CJK analyzer tokenization issues #34285

Trey314159 · 2018-10-03T21:19:53Z

It makes sense to me to report these all together, but I can split these into separate bugs if that's better.

Elasticsearch version (curl -XGET 'localhost:9200'):

{
  "name" : "adOS8gy",
  "cluster_name" : "elasticsearch",
  "cluster_uuid" : "GVS7gpVBQDGwtHl3xnJbLw",
  "version" : {
    "number" : "6.4.0",
    "build_flavor" : "default",
    "build_type" : "deb",
    "build_hash" : "595516e",
    "build_date" : "2018-08-17T23:18:47.308994Z",
    "build_snapshot" : false,
    "lucene_version" : "7.4.0",
    "minimum_wire_compatibility_version" : "5.6.0",
    "minimum_index_compatibility_version" : "5.0.0"
  },
  "tagline" : "You Know, for Search"
}

Plugins installed: [analysis-icu, analysis-nori]

JVM version (java -version):
openjdk version "1.8.0_181"
OpenJDK Runtime Environment (build 1.8.0_181-8u181-b13-1~deb9u1-b13)
OpenJDK 64-Bit Server VM (build 25.181-b13, mixed mode)

OS version (uname -a if on a Unix-like system):
Linux vagrantes6 4.9.0-6-amd64 #1 SMP Debian 4.9.82-1+deb9u3 (2018-03-02) x86_64 GNU/Linux

Description of the problem including expected versus actual behavior:

I've uncovered a number of oddities in tokenization in the CJK analyzer. All examples are from Korean Wikipedia or Korean Wiktionary (including non-CJK examples). In rough order of importance:

A. Mixed-script tokens (Korean and non-CJK—such as numbers, Latin characters) are treated as one long token, rather than being broken up into bigrams. For example, 안녕은하철도999극장판2.1981년8월8일.일본개봉작1999년재더빙video판 is tokenized as one token.

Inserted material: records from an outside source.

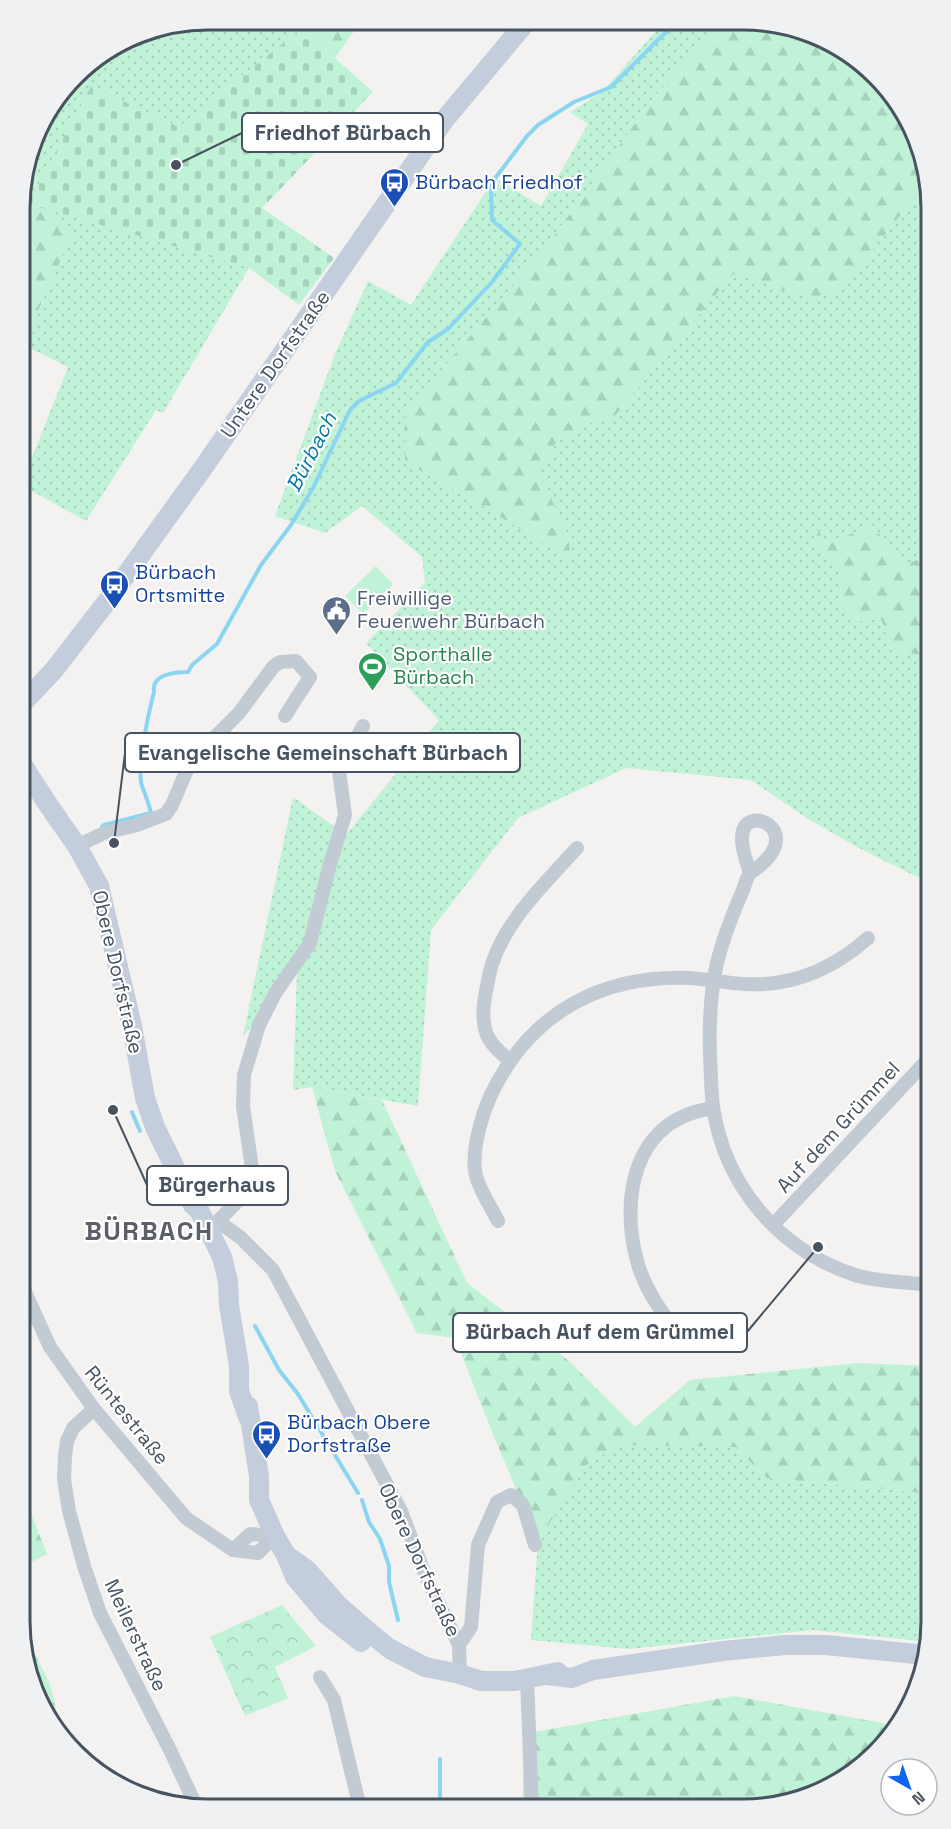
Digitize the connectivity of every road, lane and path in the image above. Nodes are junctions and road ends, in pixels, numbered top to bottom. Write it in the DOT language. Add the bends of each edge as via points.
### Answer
graph roads {
  1 [pos="519,30"];
  2 [pos="30,695"];
  3 [pos="285,716"];
  4 [pos="363,726"];
  5 [pos="30,777"];
  6 [pos="76,846"];
  7 [pos="577,848"];
  8 [pos="750,873"];
  9 [pos="868,938"];
  10 [pos="713,980"];
  11 [pos="510,1060"];
  12 [pos="921,1067"];
  13 [pos="713,1108"];
  14 [pos="498,1221"];
  15 [pos="773,1225"];
  16 [pos="214,1229"];
  17 [pos="921,1284"];
  18 [pos="30,1303"];
  19 [pos="689,1342"];
  20 [pos="94,1409"];
  21 [pos="272,1528"];
  22 [pos="535,1545"];
  23 [pos="459,1645"];
  24 [pos="917,1654"];
  25 [pos="460,1674"];
  26 [pos="320,1677"];
  27 [pos="527,1678"];
  28 [pos="192,1798"];
  29 [pos="358,1799"];
  30 [pos="532,1799"];
  1 -- 2 [label="street, Untere Dorfstraße" via="445,119 108,600"];
  3 -- 6 [label="street" via="310,678 296,661 273,666 239,713 198,754 166,814"];
  4 -- 16 [label="street" via="339,771 345,815 310,943 259,1025 244,1075 243,1106 253,1174 246,1194"];
  5 -- 6 [label="street, Obere Dorfstraße"];
  6 -- 16 [label="street, Obere Dorfstraße" via="99,886 146,1098 200,1200 199,1210"];
  7 -- 11 [label="street" via="512,925 492,963 483,1019 494,1047"];
  8 -- 10 [label="street"];
  9 -- 10 [label="street" via="824,969 789,981 744,984"];
  10 -- 11 [label="street" via="655,978 615,985 586,996 561,1010 526,1040"];
  10 -- 13 [label="street"];
  11 -- 14 [label="street" via="481,1123 476,1162 476,1176"];
  12 -- 15 [label="street, Auf dem Grümmel"];
  13 -- 15 [label="street" via="740,1186"];
  13 -- 19 [label="street" via="694,1111 659,1132 634,1179 630,1204 633,1244 651,1296"];
  15 -- 17 [label="street" via="799,1248 856,1275"];
  16 -- 21 [label="street, Obere Dorfstraße" via="228,1281 239,1365 238,1391 248,1417 259,1476 259,1500"];
  16 -- 23 [label="street, Obere Dorfstraße" via="241,1238 273,1270 400,1511"];
  18 -- 20 [label="street, Rüntestraße" via="50,1347"];
  20 -- 21 [label="street, Rüntestraße" via="186,1518 233,1550 258,1553"];
  20 -- 28 [label="street, Meilerstraße" via="73,1428 67,1441 64,1479 69,1511 100,1613"];
  21 -- 25 [label="street, Obere Dorfstraße" via="295,1577 327,1615 366,1646 390,1649 425,1667"];
  22 -- 23 [label="street" via="523,1505 510,1496 497,1502 478,1545 471,1627"];
  23 -- 25 [label="street, Obere Dorfstraße"];
  24 -- 27 [label="street, Obere Dorfstraße" via="784,1645 593,1670 570,1668"];
  25 -- 27 [label="street, Obere Dorfstraße" via="499,1671"];
  26 -- 29 [label="street" via="334,1700"];
  27 -- 30 [label="street"];
}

B. Middle dots (·, U+00B7) can be used as list separators in Korean. When they are, the text is not broken up into bigrams. For example, 경승지·산악·협곡·해협·곶·심연·폭포·호수·급류 is tokenized as one token. I'm not sure whether this is a special case of (A) or not.

Work around: use a character filter to convert middle dots to spaces before CJK.

C. The CJK analyzer eats encircled numbers (①②③), "dingbat" circled numbers (➀➁➂), parenthesized numbers (⑴⑵⑶), fractions (¼ ⅓ ⅜ ½ ⅔ ¾), superscript numbers (¹²³), and subscript numbers (₁₂₃). They just disappear.

Work around: use the icu_normalizer before CJK to convert these to ASCII numbers.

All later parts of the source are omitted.